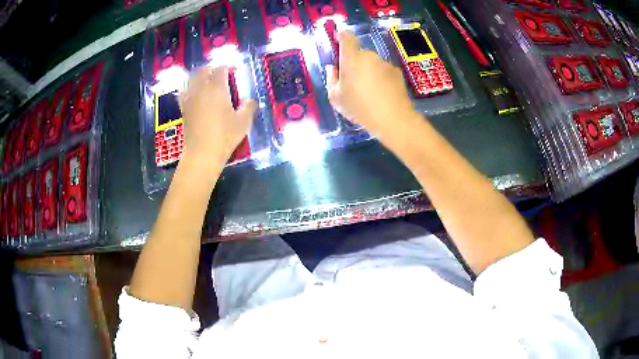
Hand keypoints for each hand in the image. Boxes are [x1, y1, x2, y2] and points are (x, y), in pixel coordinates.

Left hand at [180, 66, 255, 164]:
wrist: (202, 154)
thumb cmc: (225, 136)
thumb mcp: (243, 122)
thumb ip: (249, 107)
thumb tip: (251, 100)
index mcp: (217, 88)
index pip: (220, 69)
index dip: (227, 66)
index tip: (233, 69)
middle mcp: (201, 89)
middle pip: (203, 70)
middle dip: (211, 69)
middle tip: (219, 73)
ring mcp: (190, 99)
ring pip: (192, 79)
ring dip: (199, 76)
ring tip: (206, 80)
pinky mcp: (184, 109)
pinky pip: (185, 93)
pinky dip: (190, 89)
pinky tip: (194, 93)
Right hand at [326, 31, 416, 136]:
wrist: (393, 119)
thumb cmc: (359, 108)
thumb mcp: (336, 98)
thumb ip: (332, 79)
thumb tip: (333, 68)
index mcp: (351, 59)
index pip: (346, 38)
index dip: (342, 35)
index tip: (338, 38)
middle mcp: (369, 56)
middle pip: (359, 54)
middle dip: (355, 63)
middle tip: (353, 82)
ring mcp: (385, 63)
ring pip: (373, 64)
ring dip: (369, 72)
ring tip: (370, 92)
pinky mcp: (397, 72)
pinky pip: (384, 71)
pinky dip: (382, 78)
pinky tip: (382, 94)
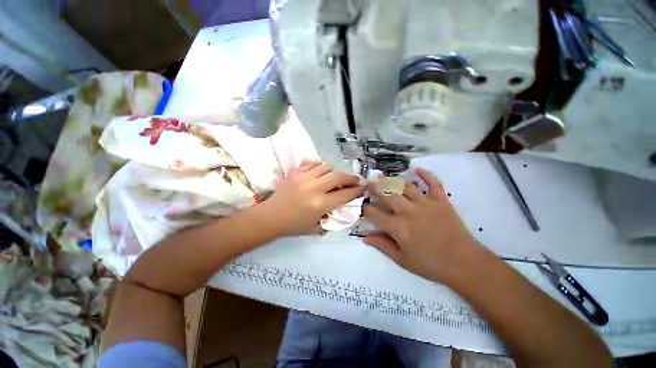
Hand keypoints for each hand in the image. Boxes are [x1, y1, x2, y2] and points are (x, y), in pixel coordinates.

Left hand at [265, 162, 363, 236]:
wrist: (271, 217)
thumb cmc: (294, 226)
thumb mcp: (316, 226)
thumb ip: (332, 215)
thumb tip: (343, 204)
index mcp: (320, 204)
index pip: (344, 194)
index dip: (356, 191)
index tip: (362, 188)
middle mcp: (314, 188)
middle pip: (338, 176)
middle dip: (350, 178)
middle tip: (354, 180)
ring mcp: (303, 178)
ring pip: (326, 166)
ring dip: (334, 171)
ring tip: (334, 177)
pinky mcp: (295, 172)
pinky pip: (312, 163)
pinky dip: (319, 167)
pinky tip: (320, 172)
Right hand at [363, 168, 481, 283]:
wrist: (465, 264)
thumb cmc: (431, 264)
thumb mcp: (403, 260)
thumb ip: (383, 246)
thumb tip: (365, 237)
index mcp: (398, 227)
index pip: (375, 214)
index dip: (365, 208)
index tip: (360, 204)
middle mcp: (408, 212)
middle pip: (387, 195)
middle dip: (374, 188)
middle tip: (368, 183)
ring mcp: (426, 204)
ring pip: (405, 186)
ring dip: (392, 180)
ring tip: (383, 176)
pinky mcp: (441, 201)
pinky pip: (434, 183)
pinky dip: (426, 175)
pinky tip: (416, 169)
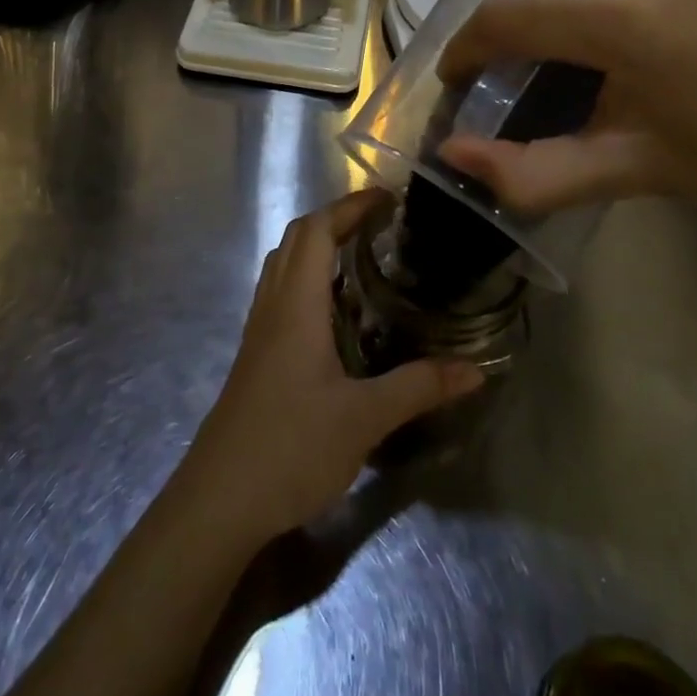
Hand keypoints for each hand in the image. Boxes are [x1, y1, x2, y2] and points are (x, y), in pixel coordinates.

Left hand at [183, 190, 484, 543]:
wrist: (220, 497)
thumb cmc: (291, 447)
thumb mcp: (364, 418)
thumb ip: (419, 387)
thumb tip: (476, 369)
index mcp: (296, 305)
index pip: (317, 231)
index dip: (350, 206)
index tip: (388, 198)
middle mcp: (272, 306)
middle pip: (296, 239)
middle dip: (336, 219)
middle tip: (380, 224)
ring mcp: (258, 330)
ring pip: (283, 265)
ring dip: (317, 246)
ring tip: (361, 256)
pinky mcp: (255, 355)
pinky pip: (280, 294)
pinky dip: (307, 279)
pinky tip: (334, 311)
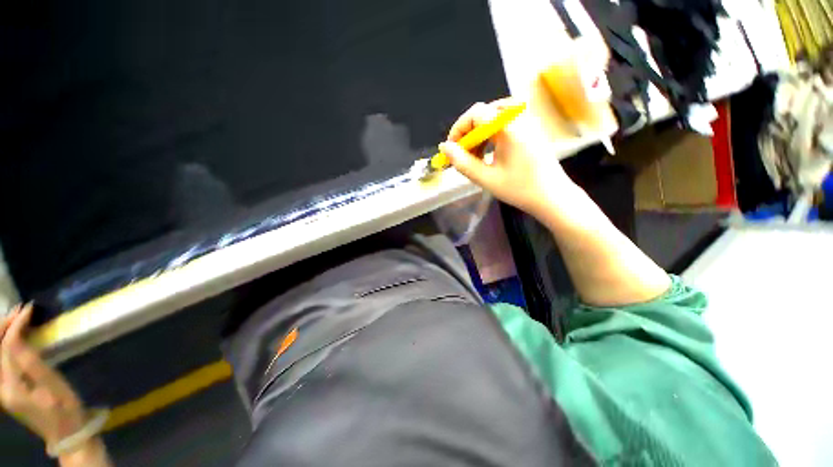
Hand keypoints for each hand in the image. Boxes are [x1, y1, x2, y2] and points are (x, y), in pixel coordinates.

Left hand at [0, 304, 86, 447]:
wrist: (66, 432)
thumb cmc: (64, 408)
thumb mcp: (52, 386)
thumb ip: (31, 362)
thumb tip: (18, 333)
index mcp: (10, 387)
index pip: (5, 347)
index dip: (14, 326)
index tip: (29, 309)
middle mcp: (0, 387)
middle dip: (4, 327)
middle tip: (21, 311)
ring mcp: (3, 389)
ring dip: (4, 334)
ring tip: (18, 319)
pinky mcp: (8, 388)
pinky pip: (2, 360)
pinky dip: (6, 345)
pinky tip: (17, 337)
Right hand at [439, 98, 576, 218]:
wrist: (552, 196)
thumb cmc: (520, 189)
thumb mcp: (486, 179)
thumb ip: (462, 163)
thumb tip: (444, 148)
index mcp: (510, 127)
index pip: (476, 113)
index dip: (458, 129)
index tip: (451, 149)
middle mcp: (519, 117)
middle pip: (483, 113)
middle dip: (468, 134)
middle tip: (462, 157)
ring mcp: (527, 121)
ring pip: (492, 118)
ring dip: (478, 136)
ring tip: (474, 158)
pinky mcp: (529, 128)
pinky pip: (503, 123)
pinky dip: (490, 136)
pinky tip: (487, 153)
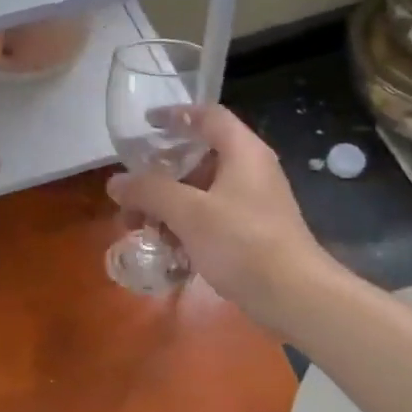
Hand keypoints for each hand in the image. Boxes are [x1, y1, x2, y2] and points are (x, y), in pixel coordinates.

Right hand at [107, 105, 327, 325]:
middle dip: (160, 175)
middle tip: (132, 191)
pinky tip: (166, 249)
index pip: (208, 116)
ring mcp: (253, 203)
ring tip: (138, 227)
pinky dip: (186, 227)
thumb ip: (149, 191)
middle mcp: (250, 170)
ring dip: (168, 206)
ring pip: (201, 192)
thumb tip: (115, 182)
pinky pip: (211, 218)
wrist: (296, 296)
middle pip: (199, 158)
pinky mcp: (252, 233)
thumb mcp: (189, 213)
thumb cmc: (242, 243)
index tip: (146, 124)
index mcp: (242, 152)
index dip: (176, 114)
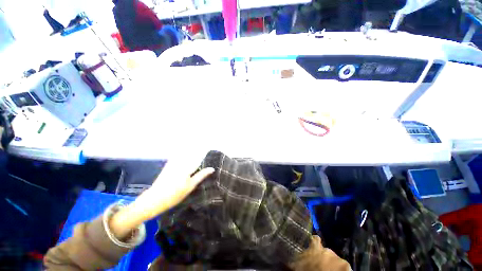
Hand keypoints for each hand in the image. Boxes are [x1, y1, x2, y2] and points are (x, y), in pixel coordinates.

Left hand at [110, 152, 213, 238]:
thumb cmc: (175, 195)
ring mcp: (173, 164)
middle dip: (198, 149)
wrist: (154, 200)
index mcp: (187, 168)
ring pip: (184, 154)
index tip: (209, 149)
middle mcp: (180, 163)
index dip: (205, 153)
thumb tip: (211, 169)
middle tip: (204, 148)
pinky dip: (181, 153)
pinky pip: (176, 156)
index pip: (199, 158)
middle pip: (191, 154)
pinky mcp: (167, 166)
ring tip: (196, 148)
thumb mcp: (190, 187)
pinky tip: (183, 153)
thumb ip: (201, 176)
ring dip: (190, 150)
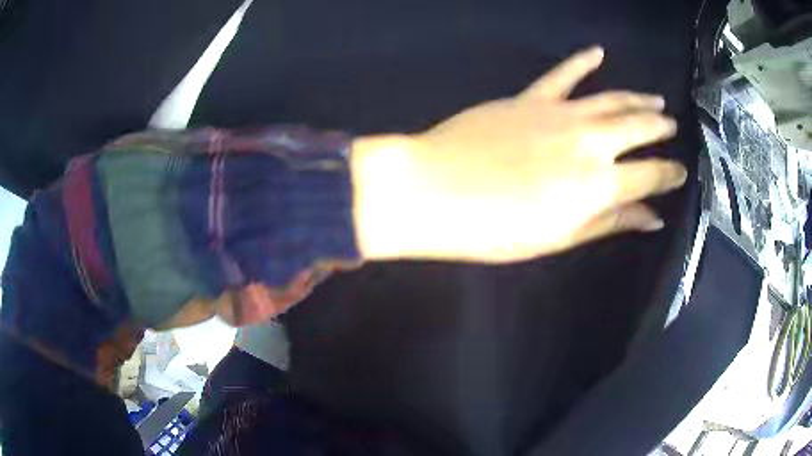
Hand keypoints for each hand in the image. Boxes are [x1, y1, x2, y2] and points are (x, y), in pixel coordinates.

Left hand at [353, 47, 686, 262]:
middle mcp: (589, 142)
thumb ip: (609, 221)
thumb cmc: (495, 229)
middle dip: (660, 129)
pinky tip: (598, 52)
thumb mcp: (560, 236)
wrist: (433, 191)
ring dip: (637, 99)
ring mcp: (559, 113)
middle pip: (638, 129)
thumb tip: (650, 218)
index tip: (682, 172)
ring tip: (656, 100)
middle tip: (672, 128)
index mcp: (599, 184)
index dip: (670, 174)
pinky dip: (582, 62)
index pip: (651, 175)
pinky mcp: (530, 98)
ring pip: (611, 100)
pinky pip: (563, 75)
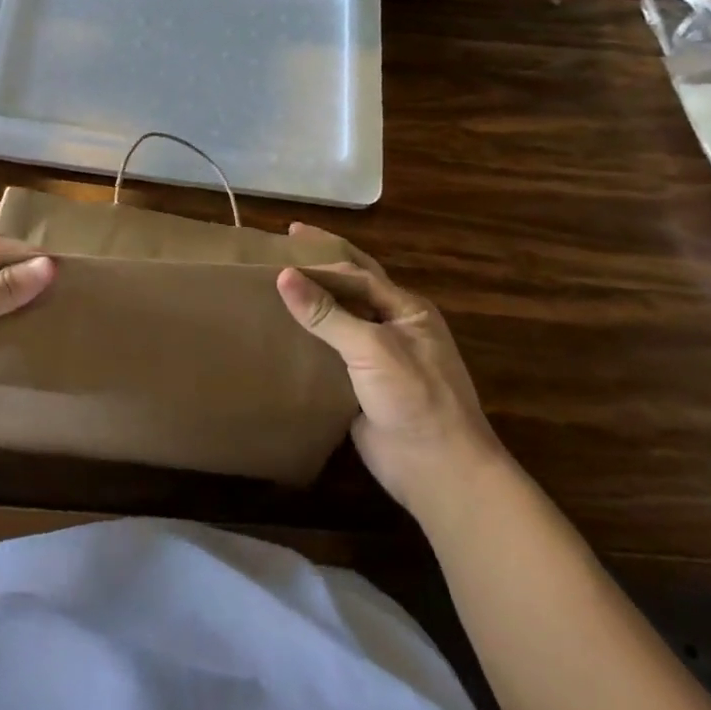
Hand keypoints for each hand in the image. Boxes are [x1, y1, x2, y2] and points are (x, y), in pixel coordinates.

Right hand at [275, 252, 498, 519]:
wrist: (439, 472)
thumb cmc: (416, 398)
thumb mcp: (372, 348)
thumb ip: (328, 314)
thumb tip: (284, 275)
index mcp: (406, 309)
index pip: (358, 271)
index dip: (324, 254)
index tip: (287, 237)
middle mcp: (392, 327)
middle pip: (351, 288)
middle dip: (320, 267)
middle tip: (283, 245)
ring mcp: (376, 359)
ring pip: (337, 320)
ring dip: (310, 303)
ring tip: (271, 285)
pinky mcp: (359, 387)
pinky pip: (328, 353)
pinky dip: (305, 340)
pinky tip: (278, 333)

### Task prompt
Retype every entry word for word, but do not carry over the pictures.

### Written answer
Hand keypoints for each hand in the image. Boxes are [x1, y1, x2, y2] and points are (x, y), in pixel coordinates.

Left hand at [180, 66, 255, 164]:
wrist: (202, 154)
thumb cmc: (225, 136)
thumb mcp: (243, 122)
thumb ip: (249, 107)
thumb tip: (251, 100)
index mcp: (217, 88)
index pip: (220, 69)
index dip: (227, 66)
index tip: (233, 69)
middle mcp: (201, 89)
middle pip: (203, 70)
middle dip: (211, 69)
middle tip: (219, 73)
ring mcp: (190, 99)
ring pip: (192, 79)
ring dip: (199, 76)
ring tip: (206, 80)
pinky mcp: (184, 109)
pinky pip: (185, 93)
pinky dip: (190, 89)
pinky tip: (194, 93)
Right hand at [326, 31, 416, 136]:
wrist: (393, 119)
thumb cmc: (359, 108)
thumb mcp: (336, 98)
thumb ip: (332, 79)
thumb tip: (333, 68)
index mcp: (351, 59)
index pip: (346, 38)
index dip: (342, 35)
index tip: (338, 38)
middle mcp: (369, 56)
middle pip: (359, 54)
middle dip: (355, 63)
middle tip: (353, 82)
ring mcp: (385, 63)
ring pip: (373, 64)
ring dip: (369, 72)
ring tip: (370, 92)
pinky mcp: (397, 72)
pinky pip: (384, 71)
pinky dip: (382, 78)
pinky tip: (382, 94)
Hand keypoints for each hand in the image. Boxes are [x1, y1, x2, y2] and points are (x, y), in pixel coordinates.

Left hand at [265, 162, 363, 236]:
wrist: (271, 217)
thumb cmc: (294, 226)
thumb mcp: (316, 226)
thumb ip: (332, 215)
thumb tip: (343, 204)
index mcp: (320, 204)
index pip: (344, 194)
index dip: (356, 191)
index tip: (362, 188)
middle mcp: (314, 188)
middle pip: (338, 176)
middle dip: (350, 178)
middle tip: (354, 180)
ring mcp: (303, 178)
ring pip: (326, 166)
ring dip: (334, 171)
ring tip: (334, 177)
pinky mcp: (295, 172)
pinky pip: (312, 163)
pinky dip: (319, 167)
pinky tip: (320, 172)
Right hand at [363, 168, 481, 283]:
wrist: (465, 264)
thumb cmc: (431, 264)
thumb mcp: (403, 260)
thumb ip: (383, 246)
thumb tip: (365, 237)
index mcp: (398, 227)
index pip: (375, 214)
index dip: (365, 208)
index tip: (360, 204)
middle mcp: (408, 212)
middle pip: (387, 195)
middle dip: (374, 188)
middle tip: (368, 183)
ring mcp: (426, 204)
ring pip: (405, 186)
ring dip: (392, 180)
ring tip: (383, 176)
pinky mcp: (441, 201)
pinky pip: (434, 183)
pinky dip: (426, 175)
pinky tip: (416, 169)
Hand keypoints for each hand in the image. Boxes are [x1, y1, x2, y2] and points are (x, y), in pixel coordinates.

Left hand at [183, 190, 484, 543]:
wrist: (220, 497)
thumb cmc: (291, 447)
thumb mcp: (364, 418)
thumb ip: (419, 387)
thumb tip: (476, 369)
index mcp: (296, 305)
index pip: (317, 231)
index dip: (350, 206)
index tip: (388, 198)
middle mcp: (272, 306)
middle pip: (296, 239)
middle dip: (336, 219)
middle tip: (380, 224)
ring mcp: (258, 330)
ring pip: (283, 265)
ring dip: (317, 246)
ring tip: (361, 256)
pinky mcp: (255, 355)
pinky pip: (280, 294)
pinky dip: (307, 279)
pinky tip: (334, 311)
Hand keypoints for each hand in the image. Boxes are [x1, y1, x2, y2] and points are (x, y), in pixel coordinates.

Left hand at [0, 304, 86, 447]:
wrist: (66, 432)
thumb cmc: (64, 408)
thumb mcp: (52, 386)
thumb ip: (31, 362)
thumb tip: (18, 333)
index mcp: (10, 387)
index pip: (5, 347)
index dip: (14, 326)
index tip: (29, 309)
middle mcp: (0, 387)
middle dip: (4, 327)
middle tip: (21, 311)
ring mcp: (3, 389)
ring dip: (4, 334)
ring tip: (18, 319)
pinky mcp: (8, 388)
pinky pip: (2, 360)
pinky dip: (6, 345)
pinky tip: (17, 337)
Right hand at [439, 98, 576, 218]:
wrist: (552, 196)
thumb cmc: (520, 189)
thumb mcp: (486, 179)
thumb ip: (462, 163)
thumb tip: (444, 148)
index mcp: (510, 127)
index pip: (476, 113)
index dip: (458, 129)
index tip: (451, 149)
middle mcp: (519, 117)
middle pip: (483, 113)
middle dip: (468, 134)
middle tip: (462, 157)
ring mcp: (527, 121)
ring pip: (492, 118)
ring dip: (478, 136)
ring tip: (474, 158)
pinky mcp: (529, 128)
pinky pip: (503, 123)
pinky dip: (490, 136)
pinky tip: (487, 153)
Hand keypoints for each hand in the image. Boxes are [x1, y1, x2, y2] and points are (x, y), in pixel coordinates.

Right hand at [107, 105, 327, 325]:
middle dip: (160, 175)
middle tip: (132, 191)
pinky tip: (166, 249)
index pip: (208, 116)
ring mcp: (253, 203)
ring tip: (138, 227)
pinky dip: (186, 227)
thumb ip: (149, 191)
middle mcp: (250, 170)
ring dip: (168, 206)
ring pip: (201, 192)
thumb tip: (115, 182)
pinky pip: (211, 218)
wrist: (296, 296)
middle pip: (199, 158)
pinky mcp: (252, 233)
thumb mcp: (189, 213)
thumb cmc: (242, 243)
index tip: (146, 124)
index mcp: (242, 152)
index dip: (176, 114)
Hand keypoints for each hand in the image. Boxes are [x1, y1, x2, y2] and points are (x, y), in pixel coordinates.

Left hand at [110, 152, 213, 238]:
thumb cmc: (175, 195)
ring mcp: (173, 164)
middle dip: (198, 149)
wrist: (154, 200)
index mcp: (187, 168)
ring pip: (184, 154)
index tip: (209, 149)
middle mcp: (180, 163)
index dip: (205, 153)
thumb tip: (211, 169)
middle tip: (204, 148)
pinky dip: (181, 153)
pinky pip: (176, 156)
index pip: (199, 158)
middle pip: (191, 154)
pinky mcp: (167, 166)
ring tip: (196, 148)
thumb mcp: (190, 187)
pinky tip: (183, 153)
thumb ip: (201, 176)
ring dip: (190, 150)
Hand keypoints for each hand in the image. Boxes are [x1, y1, x2, y2] and points are (x, y), in pixel coordinates.

Left hand at [353, 47, 686, 262]:
middle mcp: (589, 142)
thumb ip: (609, 221)
thumb cmc: (495, 229)
middle dip: (660, 129)
pinky tip: (598, 52)
thumb mcp: (560, 236)
wrist: (433, 191)
ring dip: (637, 99)
ring mcp: (559, 113)
middle pip: (638, 129)
thumb tip: (650, 218)
index tip: (682, 172)
ring tip: (656, 100)
middle tip: (672, 128)
index mcp: (599, 184)
index dip: (670, 174)
pinky dip: (582, 62)
index pip: (651, 175)
pinky mcp: (530, 98)
ring pip: (611, 100)
pinky pip: (563, 75)
Hand keypoints for each hand in the image. Boxes are [x1, y1, x2, y2] and points are (x, y), in pixel coordinates.

Right hand at [275, 252, 498, 519]:
wrist: (439, 472)
thumb cmc: (416, 398)
thumb mcp: (372, 348)
thumb ip: (328, 314)
thumb tip: (284, 275)
index mcp: (406, 309)
index pip: (358, 271)
index dip: (324, 254)
index tip: (287, 237)
middle mcp: (392, 327)
middle pip: (351, 288)
middle dip: (320, 267)
middle tip: (283, 245)
ring mcp: (376, 359)
ring pip: (337, 320)
ring dip: (310, 303)
ring tip: (271, 285)
pinky mcp: (359, 387)
pinky pip: (328, 353)
pinky dip: (305, 340)
pinky tip: (278, 333)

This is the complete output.